= Exercise prompt =
Show every line in the entries below where the word "Fermata" appears.

>>>>

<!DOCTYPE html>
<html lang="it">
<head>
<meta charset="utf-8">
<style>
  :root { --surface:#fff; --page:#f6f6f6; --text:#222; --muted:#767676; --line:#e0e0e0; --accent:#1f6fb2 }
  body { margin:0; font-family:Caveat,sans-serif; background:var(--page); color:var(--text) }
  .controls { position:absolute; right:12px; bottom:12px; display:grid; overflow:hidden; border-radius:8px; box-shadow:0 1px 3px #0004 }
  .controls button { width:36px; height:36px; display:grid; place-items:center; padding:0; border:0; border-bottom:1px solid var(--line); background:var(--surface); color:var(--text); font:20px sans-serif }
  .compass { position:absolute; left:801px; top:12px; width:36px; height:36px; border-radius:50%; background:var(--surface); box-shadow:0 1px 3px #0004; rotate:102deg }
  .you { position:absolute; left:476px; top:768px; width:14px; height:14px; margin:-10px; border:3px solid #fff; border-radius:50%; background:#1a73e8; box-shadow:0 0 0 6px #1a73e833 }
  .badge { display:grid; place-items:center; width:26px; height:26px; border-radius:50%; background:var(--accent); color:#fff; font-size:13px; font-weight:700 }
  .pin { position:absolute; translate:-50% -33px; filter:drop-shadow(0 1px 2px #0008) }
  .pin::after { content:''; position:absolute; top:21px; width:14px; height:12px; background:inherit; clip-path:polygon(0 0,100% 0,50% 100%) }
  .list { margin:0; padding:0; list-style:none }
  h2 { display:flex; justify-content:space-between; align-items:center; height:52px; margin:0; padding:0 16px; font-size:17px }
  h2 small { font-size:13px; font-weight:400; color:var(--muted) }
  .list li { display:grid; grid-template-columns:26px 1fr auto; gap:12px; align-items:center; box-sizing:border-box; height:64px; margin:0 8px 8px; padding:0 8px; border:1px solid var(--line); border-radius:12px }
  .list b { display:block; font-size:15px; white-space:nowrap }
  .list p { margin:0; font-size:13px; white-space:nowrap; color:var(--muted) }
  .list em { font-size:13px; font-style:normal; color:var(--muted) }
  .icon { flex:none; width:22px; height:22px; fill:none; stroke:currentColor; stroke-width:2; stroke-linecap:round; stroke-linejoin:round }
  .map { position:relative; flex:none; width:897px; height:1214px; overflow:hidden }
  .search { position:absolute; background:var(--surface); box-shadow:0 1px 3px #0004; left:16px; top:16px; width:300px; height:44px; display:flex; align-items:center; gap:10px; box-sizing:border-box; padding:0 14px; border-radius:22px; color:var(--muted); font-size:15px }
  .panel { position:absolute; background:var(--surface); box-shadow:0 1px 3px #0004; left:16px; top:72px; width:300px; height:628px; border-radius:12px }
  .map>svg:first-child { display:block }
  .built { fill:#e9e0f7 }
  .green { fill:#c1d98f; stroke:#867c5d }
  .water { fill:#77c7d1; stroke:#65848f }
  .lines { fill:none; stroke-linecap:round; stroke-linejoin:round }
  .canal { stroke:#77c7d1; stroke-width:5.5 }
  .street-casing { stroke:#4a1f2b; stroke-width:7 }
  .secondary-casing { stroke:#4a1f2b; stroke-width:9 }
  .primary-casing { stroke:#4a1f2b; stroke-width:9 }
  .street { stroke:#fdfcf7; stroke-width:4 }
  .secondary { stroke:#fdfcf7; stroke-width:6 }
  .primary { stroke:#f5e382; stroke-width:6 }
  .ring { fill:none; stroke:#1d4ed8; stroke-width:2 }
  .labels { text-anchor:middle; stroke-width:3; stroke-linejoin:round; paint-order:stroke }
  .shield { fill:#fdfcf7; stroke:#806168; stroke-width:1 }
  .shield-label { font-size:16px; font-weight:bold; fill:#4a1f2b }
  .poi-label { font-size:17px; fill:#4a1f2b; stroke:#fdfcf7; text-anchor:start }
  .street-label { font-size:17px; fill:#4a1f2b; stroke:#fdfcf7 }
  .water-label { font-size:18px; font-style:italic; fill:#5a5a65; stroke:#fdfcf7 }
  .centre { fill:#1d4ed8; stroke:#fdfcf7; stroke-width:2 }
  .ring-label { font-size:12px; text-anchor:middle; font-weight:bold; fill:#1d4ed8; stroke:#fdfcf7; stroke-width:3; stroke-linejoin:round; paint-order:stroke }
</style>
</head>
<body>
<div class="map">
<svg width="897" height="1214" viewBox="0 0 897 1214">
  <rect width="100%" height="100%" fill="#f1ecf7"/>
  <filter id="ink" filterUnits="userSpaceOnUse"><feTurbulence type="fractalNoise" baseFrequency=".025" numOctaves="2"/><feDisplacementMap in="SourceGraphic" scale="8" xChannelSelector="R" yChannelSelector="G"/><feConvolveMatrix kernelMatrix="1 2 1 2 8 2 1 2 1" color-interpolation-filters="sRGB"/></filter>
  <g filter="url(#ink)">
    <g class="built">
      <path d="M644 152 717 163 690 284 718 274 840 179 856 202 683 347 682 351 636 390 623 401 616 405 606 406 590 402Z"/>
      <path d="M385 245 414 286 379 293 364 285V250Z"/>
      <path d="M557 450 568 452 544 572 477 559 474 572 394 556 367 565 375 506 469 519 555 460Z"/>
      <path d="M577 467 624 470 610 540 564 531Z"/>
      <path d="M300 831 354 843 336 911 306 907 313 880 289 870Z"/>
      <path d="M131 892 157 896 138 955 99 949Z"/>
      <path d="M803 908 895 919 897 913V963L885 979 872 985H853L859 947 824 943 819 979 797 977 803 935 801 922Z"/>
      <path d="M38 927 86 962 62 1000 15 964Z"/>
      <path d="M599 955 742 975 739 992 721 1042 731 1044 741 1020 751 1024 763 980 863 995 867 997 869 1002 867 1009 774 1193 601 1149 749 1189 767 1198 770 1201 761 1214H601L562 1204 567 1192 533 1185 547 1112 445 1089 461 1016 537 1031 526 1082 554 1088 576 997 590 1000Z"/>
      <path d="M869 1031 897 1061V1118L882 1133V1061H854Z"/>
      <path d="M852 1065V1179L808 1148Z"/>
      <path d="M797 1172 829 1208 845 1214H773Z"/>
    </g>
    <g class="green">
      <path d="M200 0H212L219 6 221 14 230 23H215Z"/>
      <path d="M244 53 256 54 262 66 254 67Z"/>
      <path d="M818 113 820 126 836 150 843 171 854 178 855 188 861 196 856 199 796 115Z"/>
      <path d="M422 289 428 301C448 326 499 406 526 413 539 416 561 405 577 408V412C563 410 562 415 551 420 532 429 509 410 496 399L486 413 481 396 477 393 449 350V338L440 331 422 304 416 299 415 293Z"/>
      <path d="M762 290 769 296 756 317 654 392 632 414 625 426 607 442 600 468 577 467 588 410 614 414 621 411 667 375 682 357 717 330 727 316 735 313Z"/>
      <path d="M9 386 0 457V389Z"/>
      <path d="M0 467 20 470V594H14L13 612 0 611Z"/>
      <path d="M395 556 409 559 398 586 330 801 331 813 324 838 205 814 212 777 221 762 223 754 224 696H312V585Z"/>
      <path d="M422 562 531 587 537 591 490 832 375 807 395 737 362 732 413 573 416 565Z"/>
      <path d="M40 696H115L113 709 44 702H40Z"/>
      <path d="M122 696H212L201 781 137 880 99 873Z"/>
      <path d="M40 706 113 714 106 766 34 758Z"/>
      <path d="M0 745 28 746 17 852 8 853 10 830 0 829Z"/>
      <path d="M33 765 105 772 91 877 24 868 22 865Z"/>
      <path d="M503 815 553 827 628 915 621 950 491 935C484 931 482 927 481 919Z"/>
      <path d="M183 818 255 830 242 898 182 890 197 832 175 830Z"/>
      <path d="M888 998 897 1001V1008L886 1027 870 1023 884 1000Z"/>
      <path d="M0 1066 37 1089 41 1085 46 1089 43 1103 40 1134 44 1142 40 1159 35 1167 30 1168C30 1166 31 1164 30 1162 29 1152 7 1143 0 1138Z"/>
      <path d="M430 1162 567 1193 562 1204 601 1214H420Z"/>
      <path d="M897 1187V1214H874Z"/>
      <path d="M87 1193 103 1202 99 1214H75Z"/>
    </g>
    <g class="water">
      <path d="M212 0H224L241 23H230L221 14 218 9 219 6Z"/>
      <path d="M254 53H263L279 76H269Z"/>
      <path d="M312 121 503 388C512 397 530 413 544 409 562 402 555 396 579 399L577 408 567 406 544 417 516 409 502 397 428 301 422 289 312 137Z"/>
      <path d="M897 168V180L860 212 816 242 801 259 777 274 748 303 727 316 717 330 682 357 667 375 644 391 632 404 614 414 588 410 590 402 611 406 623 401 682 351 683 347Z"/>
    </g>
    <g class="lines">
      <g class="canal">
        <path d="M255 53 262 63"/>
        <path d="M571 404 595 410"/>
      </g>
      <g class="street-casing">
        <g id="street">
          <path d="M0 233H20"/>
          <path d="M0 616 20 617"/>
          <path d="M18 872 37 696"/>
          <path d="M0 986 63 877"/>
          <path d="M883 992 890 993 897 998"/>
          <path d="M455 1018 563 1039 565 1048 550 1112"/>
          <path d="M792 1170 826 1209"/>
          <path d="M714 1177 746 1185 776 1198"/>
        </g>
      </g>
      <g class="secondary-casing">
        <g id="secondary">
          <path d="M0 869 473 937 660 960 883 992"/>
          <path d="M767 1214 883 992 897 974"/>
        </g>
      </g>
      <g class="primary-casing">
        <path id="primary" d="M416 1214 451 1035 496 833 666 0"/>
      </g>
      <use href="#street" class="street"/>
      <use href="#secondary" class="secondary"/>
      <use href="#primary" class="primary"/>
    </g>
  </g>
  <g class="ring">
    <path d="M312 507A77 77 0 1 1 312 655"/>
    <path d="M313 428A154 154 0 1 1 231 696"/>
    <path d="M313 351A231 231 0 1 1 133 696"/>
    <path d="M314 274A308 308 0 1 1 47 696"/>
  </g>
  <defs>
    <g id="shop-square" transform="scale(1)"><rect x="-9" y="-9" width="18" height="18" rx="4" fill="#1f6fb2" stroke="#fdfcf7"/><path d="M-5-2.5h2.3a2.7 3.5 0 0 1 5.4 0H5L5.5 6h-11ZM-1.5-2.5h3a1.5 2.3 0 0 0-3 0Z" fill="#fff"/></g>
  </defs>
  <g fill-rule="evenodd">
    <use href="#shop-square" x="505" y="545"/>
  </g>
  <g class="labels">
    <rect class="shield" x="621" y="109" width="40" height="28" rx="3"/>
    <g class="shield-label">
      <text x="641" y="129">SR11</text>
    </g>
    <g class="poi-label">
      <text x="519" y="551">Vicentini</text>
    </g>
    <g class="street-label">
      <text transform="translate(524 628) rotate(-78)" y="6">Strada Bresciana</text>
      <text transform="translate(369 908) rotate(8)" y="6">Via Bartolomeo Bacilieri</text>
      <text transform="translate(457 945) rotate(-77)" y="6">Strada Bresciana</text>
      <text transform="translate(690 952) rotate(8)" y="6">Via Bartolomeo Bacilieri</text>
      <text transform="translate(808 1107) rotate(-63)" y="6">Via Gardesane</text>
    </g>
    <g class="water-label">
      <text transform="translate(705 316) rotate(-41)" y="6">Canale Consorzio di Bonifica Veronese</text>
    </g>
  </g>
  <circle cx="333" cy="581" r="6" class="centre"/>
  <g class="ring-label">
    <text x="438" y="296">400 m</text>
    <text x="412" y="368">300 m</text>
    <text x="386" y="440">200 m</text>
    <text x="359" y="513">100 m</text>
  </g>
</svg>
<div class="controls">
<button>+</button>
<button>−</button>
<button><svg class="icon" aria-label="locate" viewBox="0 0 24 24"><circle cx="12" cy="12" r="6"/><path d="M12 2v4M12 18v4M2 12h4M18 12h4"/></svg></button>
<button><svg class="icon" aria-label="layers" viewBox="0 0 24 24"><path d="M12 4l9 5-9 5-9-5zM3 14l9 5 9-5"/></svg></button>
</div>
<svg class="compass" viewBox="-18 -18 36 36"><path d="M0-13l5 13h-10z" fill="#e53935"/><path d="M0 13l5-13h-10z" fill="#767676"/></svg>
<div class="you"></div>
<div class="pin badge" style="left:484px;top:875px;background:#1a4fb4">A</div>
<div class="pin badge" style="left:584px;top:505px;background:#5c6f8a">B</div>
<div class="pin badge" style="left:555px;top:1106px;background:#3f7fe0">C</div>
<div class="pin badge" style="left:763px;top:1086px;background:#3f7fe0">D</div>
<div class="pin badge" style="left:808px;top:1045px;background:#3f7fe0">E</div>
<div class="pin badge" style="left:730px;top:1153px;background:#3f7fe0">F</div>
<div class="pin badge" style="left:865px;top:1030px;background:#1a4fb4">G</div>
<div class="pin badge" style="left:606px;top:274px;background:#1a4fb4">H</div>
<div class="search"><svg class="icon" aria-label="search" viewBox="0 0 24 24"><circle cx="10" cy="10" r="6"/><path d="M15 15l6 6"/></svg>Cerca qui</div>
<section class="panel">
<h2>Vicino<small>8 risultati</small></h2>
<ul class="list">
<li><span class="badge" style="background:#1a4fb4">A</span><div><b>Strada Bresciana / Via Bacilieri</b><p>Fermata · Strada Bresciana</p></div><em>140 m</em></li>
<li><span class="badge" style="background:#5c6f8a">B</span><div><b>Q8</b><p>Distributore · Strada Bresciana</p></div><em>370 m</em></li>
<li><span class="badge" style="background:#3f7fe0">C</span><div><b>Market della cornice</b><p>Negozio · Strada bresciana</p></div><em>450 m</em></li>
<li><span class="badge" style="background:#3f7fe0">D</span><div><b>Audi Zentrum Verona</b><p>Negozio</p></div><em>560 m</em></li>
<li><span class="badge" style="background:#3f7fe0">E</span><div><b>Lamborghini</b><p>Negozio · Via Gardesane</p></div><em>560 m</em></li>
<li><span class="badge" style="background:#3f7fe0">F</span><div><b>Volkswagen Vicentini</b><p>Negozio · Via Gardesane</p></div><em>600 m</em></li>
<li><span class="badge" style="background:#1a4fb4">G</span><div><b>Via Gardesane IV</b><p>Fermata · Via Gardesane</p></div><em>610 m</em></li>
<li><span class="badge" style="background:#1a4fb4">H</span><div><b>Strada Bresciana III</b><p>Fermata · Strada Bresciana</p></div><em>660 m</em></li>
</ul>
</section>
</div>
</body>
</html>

<<<<

= Result =
<li><span class="badge" style="background:#1a4fb4">A</span><div><b>Strada Bresciana / Via Bacilieri</b><p>Fermata · Strada Bresciana</p></div><em>140 m</em></li>
<li><span class="badge" style="background:#1a4fb4">G</span><div><b>Via Gardesane IV</b><p>Fermata · Via Gardesane</p></div><em>610 m</em></li>
<li><span class="badge" style="background:#1a4fb4">H</span><div><b>Strada Bresciana III</b><p>Fermata · Strada Bresciana</p></div><em>660 m</em></li>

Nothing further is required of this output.